>>>>>
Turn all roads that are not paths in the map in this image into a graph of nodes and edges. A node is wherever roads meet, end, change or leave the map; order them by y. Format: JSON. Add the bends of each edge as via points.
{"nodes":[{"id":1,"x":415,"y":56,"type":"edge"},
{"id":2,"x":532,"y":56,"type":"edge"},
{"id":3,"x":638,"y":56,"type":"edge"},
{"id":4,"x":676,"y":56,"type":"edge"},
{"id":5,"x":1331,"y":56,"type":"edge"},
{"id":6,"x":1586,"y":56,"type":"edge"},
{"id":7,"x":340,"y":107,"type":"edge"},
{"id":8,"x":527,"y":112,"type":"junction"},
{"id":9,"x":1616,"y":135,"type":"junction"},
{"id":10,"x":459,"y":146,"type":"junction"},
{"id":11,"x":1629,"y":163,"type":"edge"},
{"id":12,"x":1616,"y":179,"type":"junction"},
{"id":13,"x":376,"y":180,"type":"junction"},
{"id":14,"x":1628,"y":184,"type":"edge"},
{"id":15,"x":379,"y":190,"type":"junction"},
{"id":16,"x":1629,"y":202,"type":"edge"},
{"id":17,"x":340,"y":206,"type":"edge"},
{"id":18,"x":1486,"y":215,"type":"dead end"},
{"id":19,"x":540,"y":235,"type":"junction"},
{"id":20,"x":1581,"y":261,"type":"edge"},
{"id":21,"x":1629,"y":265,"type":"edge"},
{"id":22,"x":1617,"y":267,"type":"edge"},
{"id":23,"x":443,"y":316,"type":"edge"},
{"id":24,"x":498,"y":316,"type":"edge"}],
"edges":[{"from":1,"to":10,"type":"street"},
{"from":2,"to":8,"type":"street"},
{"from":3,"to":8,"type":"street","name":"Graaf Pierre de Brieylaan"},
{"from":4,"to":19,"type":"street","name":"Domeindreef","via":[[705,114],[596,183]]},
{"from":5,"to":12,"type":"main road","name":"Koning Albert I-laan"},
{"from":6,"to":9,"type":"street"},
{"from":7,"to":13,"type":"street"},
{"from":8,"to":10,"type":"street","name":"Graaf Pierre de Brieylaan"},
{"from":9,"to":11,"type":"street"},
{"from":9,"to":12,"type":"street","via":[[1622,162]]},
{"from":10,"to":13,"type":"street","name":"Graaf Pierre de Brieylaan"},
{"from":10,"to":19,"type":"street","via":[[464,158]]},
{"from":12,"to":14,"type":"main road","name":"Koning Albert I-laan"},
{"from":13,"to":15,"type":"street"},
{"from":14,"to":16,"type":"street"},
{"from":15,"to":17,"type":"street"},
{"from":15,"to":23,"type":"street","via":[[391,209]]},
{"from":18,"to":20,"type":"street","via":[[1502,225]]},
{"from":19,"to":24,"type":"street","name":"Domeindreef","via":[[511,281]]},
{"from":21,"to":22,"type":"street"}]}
<<<<<
Your answer should be the full set of records above, restated exactly.

* **Written reply**:
Turn all roads that are not paths in the map in this image into a graph of nodes and edges. A node is wherever roads meet, end, change or leave the map; order them by y. Format: JSON. Add the bends of each edge as via points.
{"nodes":[{"id":1,"x":415,"y":56,"type":"edge"},
{"id":2,"x":532,"y":56,"type":"edge"},
{"id":3,"x":638,"y":56,"type":"edge"},
{"id":4,"x":676,"y":56,"type":"edge"},
{"id":5,"x":1331,"y":56,"type":"edge"},
{"id":6,"x":1586,"y":56,"type":"edge"},
{"id":7,"x":340,"y":107,"type":"edge"},
{"id":8,"x":527,"y":112,"type":"junction"},
{"id":9,"x":1616,"y":135,"type":"junction"},
{"id":10,"x":459,"y":146,"type":"junction"},
{"id":11,"x":1629,"y":163,"type":"edge"},
{"id":12,"x":1616,"y":179,"type":"junction"},
{"id":13,"x":376,"y":180,"type":"junction"},
{"id":14,"x":1628,"y":184,"type":"edge"},
{"id":15,"x":379,"y":190,"type":"junction"},
{"id":16,"x":1629,"y":202,"type":"edge"},
{"id":17,"x":340,"y":206,"type":"edge"},
{"id":18,"x":1486,"y":215,"type":"dead end"},
{"id":19,"x":540,"y":235,"type":"junction"},
{"id":20,"x":1581,"y":261,"type":"edge"},
{"id":21,"x":1629,"y":265,"type":"edge"},
{"id":22,"x":1617,"y":267,"type":"edge"},
{"id":23,"x":443,"y":316,"type":"edge"},
{"id":24,"x":498,"y":316,"type":"edge"}],
"edges":[{"from":1,"to":10,"type":"street"},
{"from":2,"to":8,"type":"street"},
{"from":3,"to":8,"type":"street","name":"Graaf Pierre de Brieylaan"},
{"from":4,"to":19,"type":"street","name":"Domeindreef","via":[[705,114],[596,183]]},
{"from":5,"to":12,"type":"main road","name":"Koning Albert I-laan"},
{"from":6,"to":9,"type":"street"},
{"from":7,"to":13,"type":"street"},
{"from":8,"to":10,"type":"street","name":"Graaf Pierre de Brieylaan"},
{"from":9,"to":11,"type":"street"},
{"from":9,"to":12,"type":"street","via":[[1622,162]]},
{"from":10,"to":13,"type":"street","name":"Graaf Pierre de Brieylaan"},
{"from":10,"to":19,"type":"street","via":[[464,158]]},
{"from":12,"to":14,"type":"main road","name":"Koning Albert I-laan"},
{"from":13,"to":15,"type":"street"},
{"from":14,"to":16,"type":"street"},
{"from":15,"to":17,"type":"street"},
{"from":15,"to":23,"type":"street","via":[[391,209]]},
{"from":18,"to":20,"type":"street","via":[[1502,225]]},
{"from":19,"to":24,"type":"street","name":"Domeindreef","via":[[511,281]]},
{"from":21,"to":22,"type":"street"}]}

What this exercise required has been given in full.